Lossless Decomposition | Database Management System (DBMS) - Computer Science Engineering (CSE) PDF Download

Lossless Join and Dependency Preserving Decomposition

Decomposition of a relation is done when a relation in relational model is not in appropriate normal form. Relation R is decomposed into two or more relations if decomposition is lossless join as well as dependency preserving.

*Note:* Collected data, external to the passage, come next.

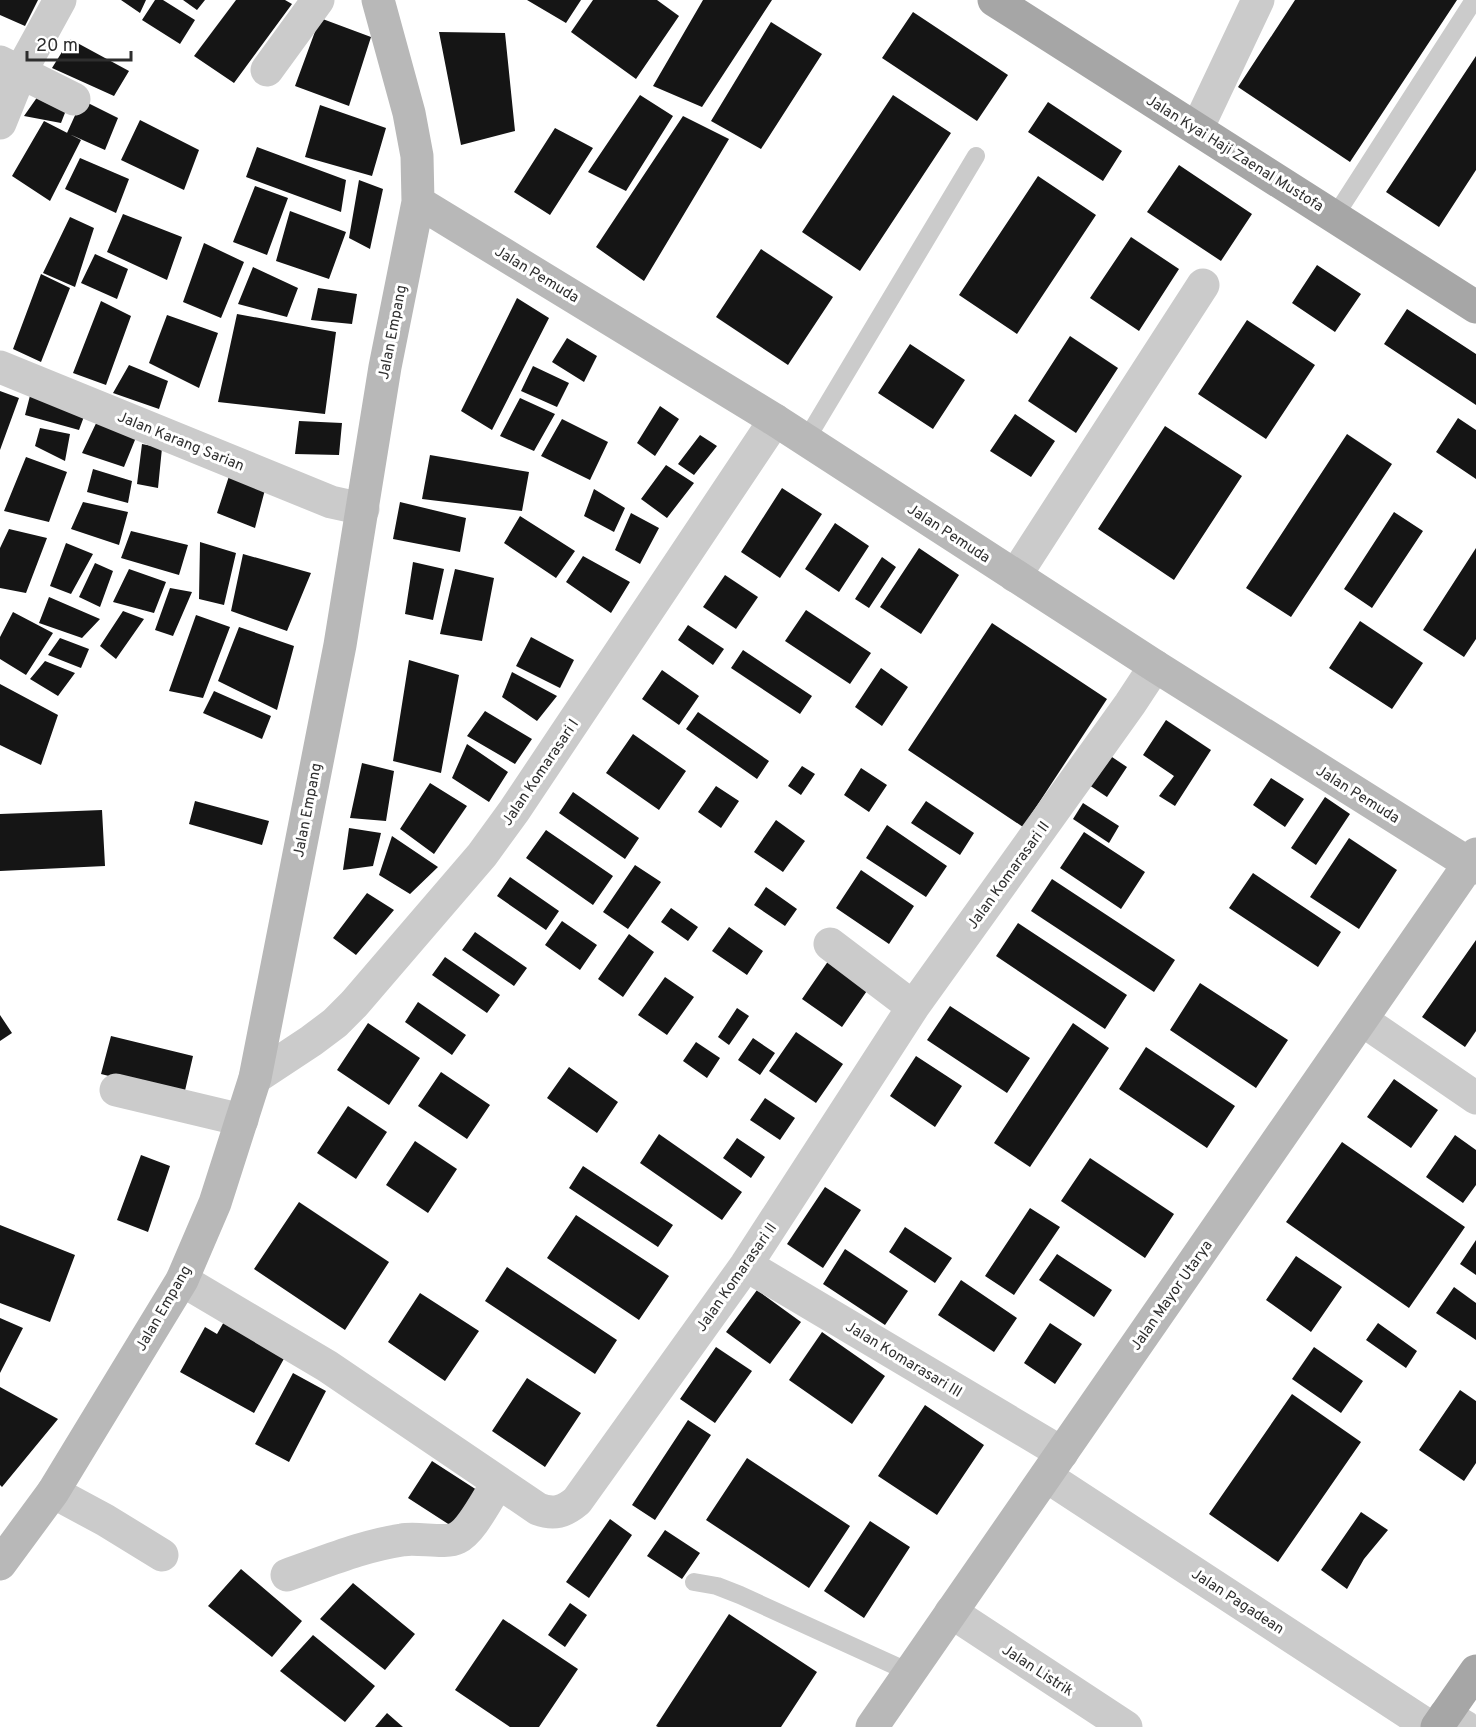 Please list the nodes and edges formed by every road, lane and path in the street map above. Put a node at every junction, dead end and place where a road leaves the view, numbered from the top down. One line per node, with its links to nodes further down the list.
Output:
1 (60, 0): 7 (street)
2 (318, 0): 8 (street)
3 (378, 0): 13 (main road, Jalan Empang)
4 (994, 0): 11 (main road, Jalan Kyai Haji Zaenal Mustofa)
5 (1258, 0): 11 (street)
6 (1474, 0): 14 (lane)
7 (11, 67): 9 (street); 10 (street)
8 (267, 70)
9 (74, 99)
10 (0, 123)
11 (1197, 129): 14 (main road, Jalan Kyai Haji Zaenal Mustofa)
12 (976, 156): 19 (lane)
13 (418, 202): 18 (main road, Jalan Pemuda); 20 (main road, Jalan Empang)
14 (1335, 216): 16 (main road, Jalan Kyai Haji Zaenal Mustofa)
15 (1203, 285): 21 (street)
16 (1476, 307)
17 (0, 367): 20 (street, Jalan Karang Sarian)
18 (775, 420): 19 (main road, Jalan Pemuda); 27 (street, Jalan Komarasari I)
19 (806, 440): 21 (main road, Jalan Pemuda)
20 (363, 509): 27 (main road, Jalan Empang)
21 (1015, 576): 22 (main road, Jalan Pemuda)
22 (1155, 666): 23 (main road, Jalan Pemuda); 25 (street, Jalan Komarasari II)
23 (1474, 862): 26 (main road, Jalan Mayor Utarya)
24 (830, 944): 25 (street)
25 (913, 1007): 31 (street, Jalan Komarasari II)
26 (1362, 1020): 29 (street); 33 (main road, Jalan Mayor Utarya)
27 (255, 1078): 30 (main road, Jalan Empang)
28 (116, 1090): 30 (street)
29 (1476, 1098)
30 (242, 1120): 32 (main road, Jalan Empang)
31 (746, 1265): 33 (street, Jalan Komarasari III); 34 (street, Jalan Komarasari II)
32 (182, 1280): 34 (street, Jalan Komarasari II); 35 (main road, Jalan Empang)
33 (1054, 1464): 40 (main road, Jalan Mayor Utarya); 43 (street, Jalan Pagadean)
34 (498, 1483): 38 (street)
35 (53, 1492): 36 (street); 37 (main road, Jalan Empang)
36 (162, 1555)
37 (0, 1564)
38 (287, 1575)
39 (694, 1582): 42 (lane)
40 (951, 1612): 42 (main road, Jalan Mayor Utarya); 45 (street, Jalan Listrik)
41 (1476, 1671): 43 (main road)
42 (909, 1672): 44 (main road, Jalan Mayor Utarya)
43 (1444, 1724)
44 (872, 1727)
45 (1126, 1727) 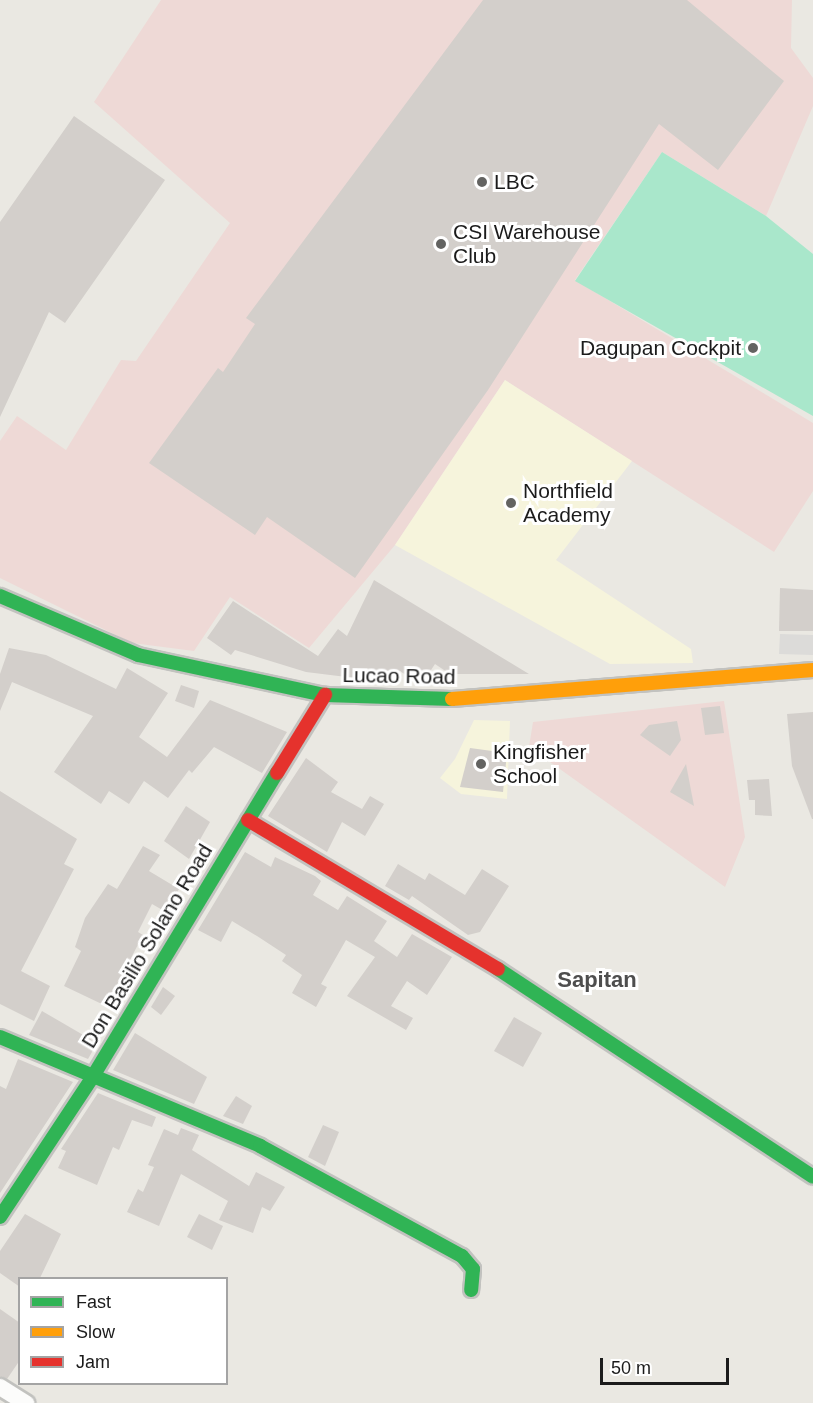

Lossless Join Decomposition
If we decompose a relation R into relations R1 and R2,

• Decomposition is lossy if R1 ⋈ R2 ⊃ R
• Decomposition is lossless if R1 ⋈ R2 = R

To check for lossless join decomposition using FD set, following conditions must hold:

1. Union of Attributes of R1 and R2 must be equal to attribute of R. Each attribute of R must be either in R1 or in R2.
   Att(R1) U Att(R2) = Att(R)
2. Intersection of Attributes of R1 and R2 must not be NULL.
   Att(R1) ∩ Att(R2) ≠ Φ
3. Common attribute must be a key for at least one relation (R1 or R2).
   Att(R1) ∩ Att(R2) -> Att(R1) or Att(R1) ∩ Att(R2) -> Att(R2)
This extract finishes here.